Madagascar’s passenger train service has been defunct for a while according to all the reliable sources – indeed our Bradt guide book definitively states “no trains run at the time of writing”. But Madarail has opened a very limited service to passengers with money to spend on comfortable travel. The train we took, dubbed the Micheline, runs on tires specially adapted to railroad tracks. A very soothing – if not odd – ride. While we continue to try to find the balance of authentic Malagasy life versus catering to our limited capacity for severe discomfort, we opted for the high life this weekend. The other option, the taxi brousse (bush taxi), can take a day to make the trip we made in four hours because unfortunately you have to wait for: (i) the taxi brousse to fill up; (ii) random stops along the way to pick up who knows who or what from where; (iii) break downs; and/or (iv) the risk of not finding a ride for the final 25 km of the journey from the brousse station in Moramonga (the end point of the line originating in Tana). Even if we had the time, being crammed into a 15-passenger van with 30 other people for hours, careening down curvy, rain-slicked roads somehow lost out to the luxury train, despite being 5% of the ticket price. “There is plenty of time for bush taxis,” we told ourselves. We’ll see. (K: I REALLY liked the train!!!!)
The blast-from-another-past train experience brought us to the center of Andasibe, a small village in the eastern lowlands (900 m altitude or so). We visited the smaller of two national parks (Andasibe - 800 hectares) as well as a reserve managed by a local NGO (Mitsinjo - 700 ha), leaving the 10,000 hectares of Mantadia for a trip when we have more than just a weekend. The parks are covered by rainforest criss-crossed by rough paths. Jumping off the train, we walked the 3 km to the park entrance, bought our tickets, and arranged for the mandatory local guide. We checked into a hotel with thatched-roof bungalows, grabbed some vary sy tsaramaso (rice n beans, baby!), and trekked for the next day-and-a-half.

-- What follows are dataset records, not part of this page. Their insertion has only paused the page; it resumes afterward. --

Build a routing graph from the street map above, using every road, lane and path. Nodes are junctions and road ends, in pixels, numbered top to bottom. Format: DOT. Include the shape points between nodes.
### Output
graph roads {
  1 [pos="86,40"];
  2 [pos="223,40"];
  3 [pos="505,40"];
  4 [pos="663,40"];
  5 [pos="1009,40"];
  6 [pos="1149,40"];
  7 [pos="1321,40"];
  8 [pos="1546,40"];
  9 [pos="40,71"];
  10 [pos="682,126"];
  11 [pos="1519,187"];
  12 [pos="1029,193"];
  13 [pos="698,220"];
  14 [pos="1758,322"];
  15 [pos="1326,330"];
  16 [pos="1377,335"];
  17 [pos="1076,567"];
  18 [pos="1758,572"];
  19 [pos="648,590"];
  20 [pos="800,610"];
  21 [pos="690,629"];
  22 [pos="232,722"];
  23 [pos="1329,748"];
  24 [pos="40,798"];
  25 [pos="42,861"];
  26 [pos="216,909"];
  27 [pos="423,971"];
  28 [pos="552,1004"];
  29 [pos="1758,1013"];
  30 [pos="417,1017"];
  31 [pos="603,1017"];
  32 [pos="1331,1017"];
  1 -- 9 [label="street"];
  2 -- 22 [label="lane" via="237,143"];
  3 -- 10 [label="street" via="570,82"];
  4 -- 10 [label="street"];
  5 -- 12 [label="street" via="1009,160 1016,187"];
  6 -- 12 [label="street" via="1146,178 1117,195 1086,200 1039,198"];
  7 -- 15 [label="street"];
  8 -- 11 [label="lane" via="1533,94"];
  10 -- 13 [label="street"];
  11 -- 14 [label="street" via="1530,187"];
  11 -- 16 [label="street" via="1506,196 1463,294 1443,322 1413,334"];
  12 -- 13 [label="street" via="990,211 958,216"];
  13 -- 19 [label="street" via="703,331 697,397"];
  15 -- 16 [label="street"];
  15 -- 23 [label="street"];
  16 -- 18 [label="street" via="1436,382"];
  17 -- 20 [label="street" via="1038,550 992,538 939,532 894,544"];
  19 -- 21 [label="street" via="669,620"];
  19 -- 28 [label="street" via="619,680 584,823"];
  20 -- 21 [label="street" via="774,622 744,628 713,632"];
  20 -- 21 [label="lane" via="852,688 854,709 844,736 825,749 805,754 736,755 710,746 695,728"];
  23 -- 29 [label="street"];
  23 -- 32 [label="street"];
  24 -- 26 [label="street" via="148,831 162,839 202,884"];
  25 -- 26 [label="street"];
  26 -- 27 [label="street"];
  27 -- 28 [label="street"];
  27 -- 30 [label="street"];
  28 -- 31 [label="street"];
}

We leave it to the photos and videos to help give you an impression of the wondrous natural richness we saw, smelled, heard, and felt (including jumping leeches and vicious mosquitoes!). (See the link to our Picasa on the right for more!) In short, we were some lucky trekkers: 6 of 10 local lemur species, 4 of 6 local chameleon species, an amazingly difficult to see leaf-tailed gecko, endemic boa, endemic birds, loads of endemic flora/mushrooms (sorry botanist and mycologist friends, K groups those all together) and an endemic spider family with reaaaaaaaally long bodies. Wicked cool. And to think, if you come visit, you too could see all of this! (Note that I can't get the videos to load, so they will be forthcoming hopefully!)
Love, Kirsten and Tom
PS Kirsten apologizes for the misspelled scientific names, miscategorizations, lack of reverence to flora and mushrooms, and any other thing at which biologists/ecologists might take offense.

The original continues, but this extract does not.